Dahmen, H.-J., Franz, M., & Krapp, H. (2001). Extracting egomotion from optic flow: limits of accuracy and neural matched filters. In J. Zanker, & J. Zeil (Eds.), Motion Vision: Computational, Neural, and Ecological Constraints (pp. 143-168). Berlin, Germany: Springer.


Cite as: https://hdl.handle.net/11858/00-001M-0000-0013-E38A-8
Abstract
In this chapter we review two pieces of work aimed at understanding the principal limits of extracting egomotion parameters from optic flow fields (Dahmen et al. 1997) and the functional significance of the receptive field organization of motion sensitive neurones in the fly’s visual system (Franz and Krapp 1999).
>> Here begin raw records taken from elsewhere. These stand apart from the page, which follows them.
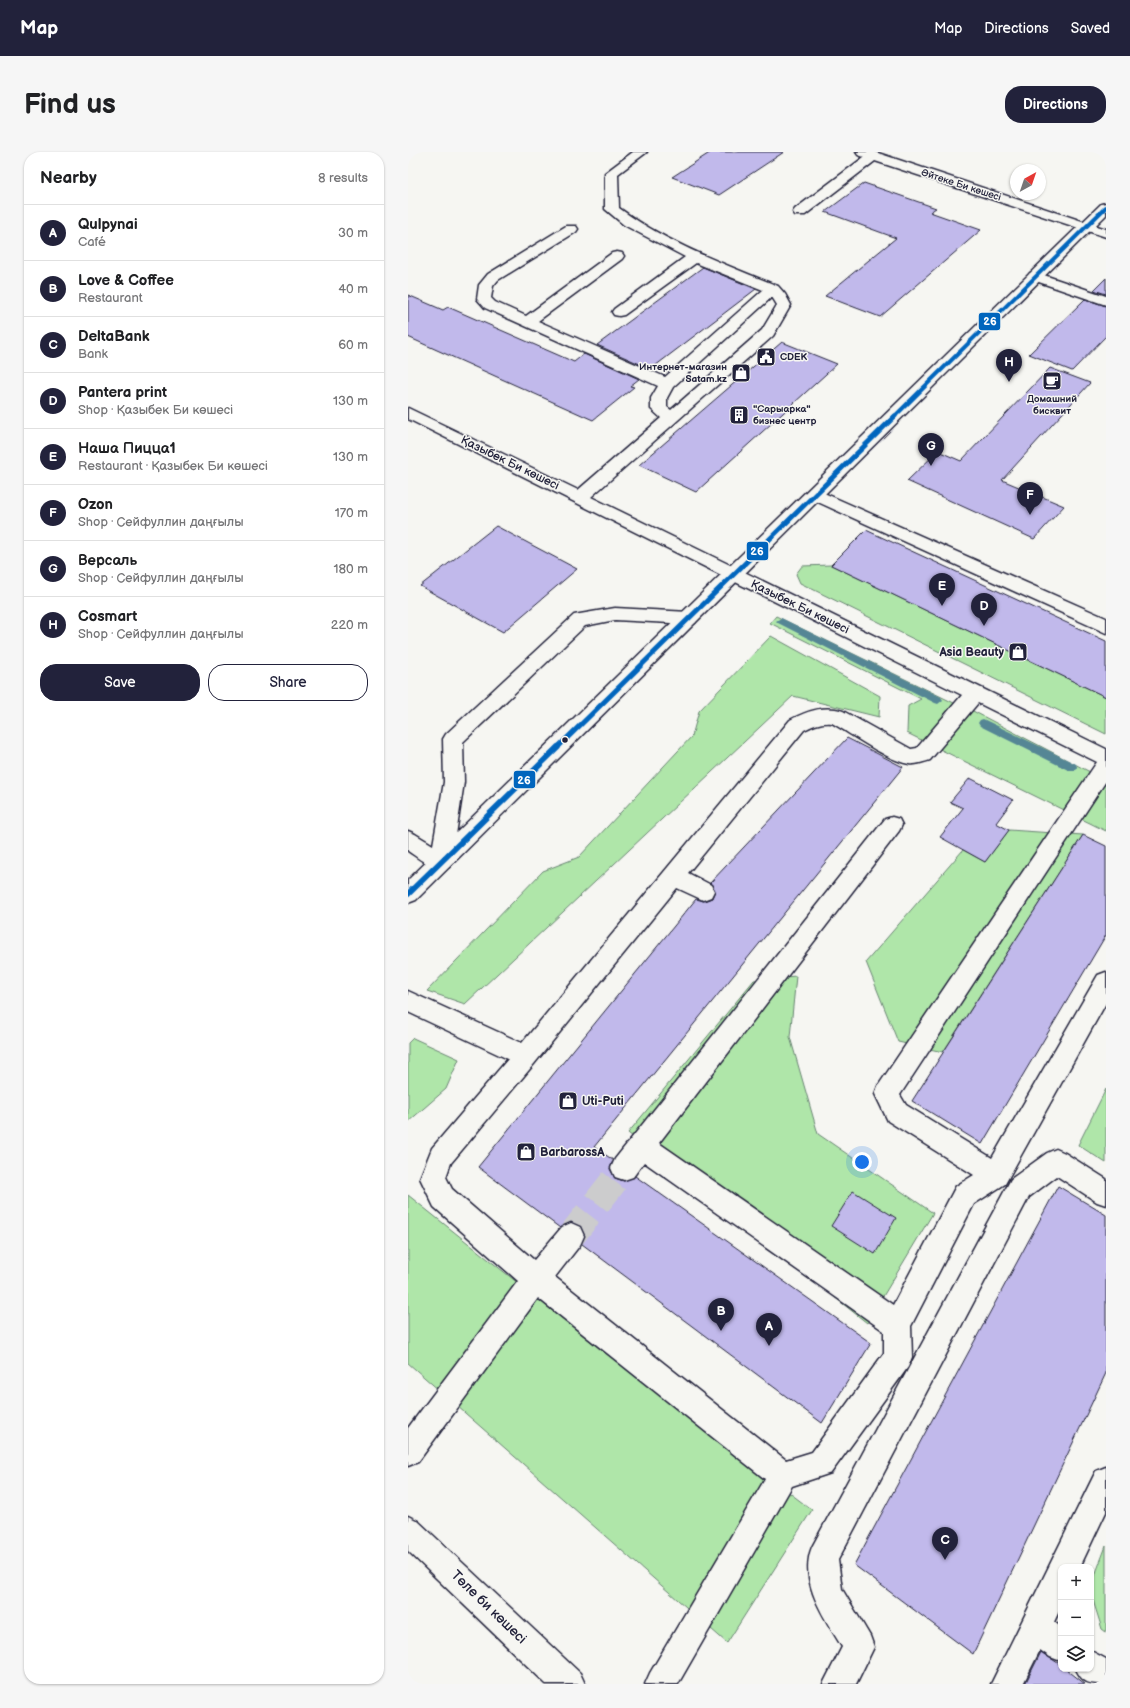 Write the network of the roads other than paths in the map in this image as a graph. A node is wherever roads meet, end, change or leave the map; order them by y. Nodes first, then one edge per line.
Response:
1 (641, 152) edge
2 (867, 154) edge
3 (1106, 207) edge
4 (800, 212) dead end
5 (1086, 226) junction
6 (571, 229) dead end
7 (1106, 233) edge
8 (617, 256) dead end
9 (695, 257) junction
10 (1035, 276) junction
11 (773, 288) junction
12 (1106, 301) edge
13 (619, 312) dead end
14 (527, 322) junction
15 (667, 384) junction
16 (408, 413) edge
17 (671, 417) junction
18 (816, 494) junction
19 (579, 498) junction
20 (734, 574) junction
21 (689, 618) junction
22 (1106, 626) edge
23 (975, 693) junction
24 (1106, 758) edge
25 (1106, 765) edge
26 (892, 825) dead end
27 (408, 840) edge
28 (441, 861) junction
29 (674, 876) junction
30 (703, 891) dead end
31 (408, 894) edge
32 (1106, 982) edge
33 (408, 1001) edge
34 (526, 1056) junction
35 (642, 1146) junction
36 (624, 1168) tunnel mouth
37 (996, 1175) junction
38 (1106, 1193) edge
39 (570, 1236) tunnel mouth
40 (536, 1279) junction
41 (897, 1324) junction
42 (408, 1452) edge
43 (783, 1475) junction
44 (1106, 1481) edge
45 (408, 1531) edge
46 (1065, 1564) edge
47 (1058, 1580) edge
48 (1035, 1627) junction
49 (1058, 1644) edge
50 (1094, 1670) edge
51 (1106, 1678) edge
52 (569, 1684) edge
53 (661, 1684) edge
54 (839, 1684) edge
55 (1007, 1684) edge

1 - 9 main road
2 - 4 main road
2 - 5 main road, Әйтеке Би көшесі
3 - 5 main road
5 - 7 main road, Әйтеке Би көшесі
5 - 10 main road
6 - 14 main road
8 - 14 main road
9 - 11 main road
9 - 13 main road
10 - 12 main road
10 - 18 main road
11 - 15 main road
11 - 17 main road
14 - 15 main road
15 - 17 main road
16 - 19 main road, Қазыбек Би көшесі
17 - 19 main road
18 - 20 main road
18 - 22 main road
19 - 20 main road, Қазыбек Би көшесі
20 - 21 main road
20 - 23 main road, Қазыбек Би көшесі
21 - 28 main road
21 - 28 main road
23 - 24 main road, Қазыбек Би көшесі
23 - 29 main road
25 - 37 main road
26 - 35 main road
27 - 28 main road
28 - 31 main road
29 - 30 main road
29 - 34 main road
32 - 37 main road
33 - 34 main road
34 - 40 main road
35 - 36 main road
35 - 41 main road
37 - 41 main road
38 - 54 main road
39 - 40 main road
40 - 42 main road
40 - 43 main road
41 - 43 main road
43 - 53 main road
44 - 46 main road
45 - 52 main road, Төле би көшесі
47 - 48 main road
48 - 49 main road
48 - 55 main road
50 - 51 main road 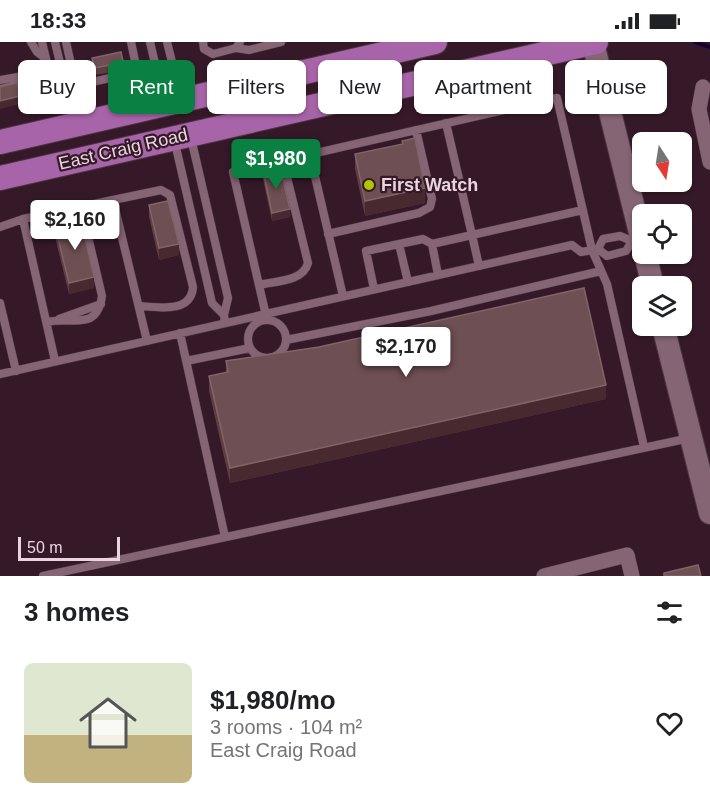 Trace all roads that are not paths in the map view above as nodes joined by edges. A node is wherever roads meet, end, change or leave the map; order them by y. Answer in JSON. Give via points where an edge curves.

In the first study, we simulated noisy image flow as it is experienced by an observer moving through an environment of randomly distributed objects for different magnitudes and directions of simultaneous rotation R and translation T. Estimates R’ of the magnitude and direction of R and t’ of the direction of T were derived from samples of this perturbed image flow and were compared with the original vectors using an iterative procedure proposed by Koenderink and van Doom (1987). The sampling was restricted to one or two cone-shaped subregions of the visual field, which had variable angular size and viewing directions oriented either parallel or orthogonal with respect to the egomotion vectors R and T. We also investigated the influence of environmental structure, such as various depth distributions of objects and the role of planar or spherical surfaces. From our results we derive two general rules how to optimize egomotion estimates: (i) Errors are minimized by expanding the field of view. (ii) Sampling image motion from opposite directions improves the accuracy, particularly for small fields of view.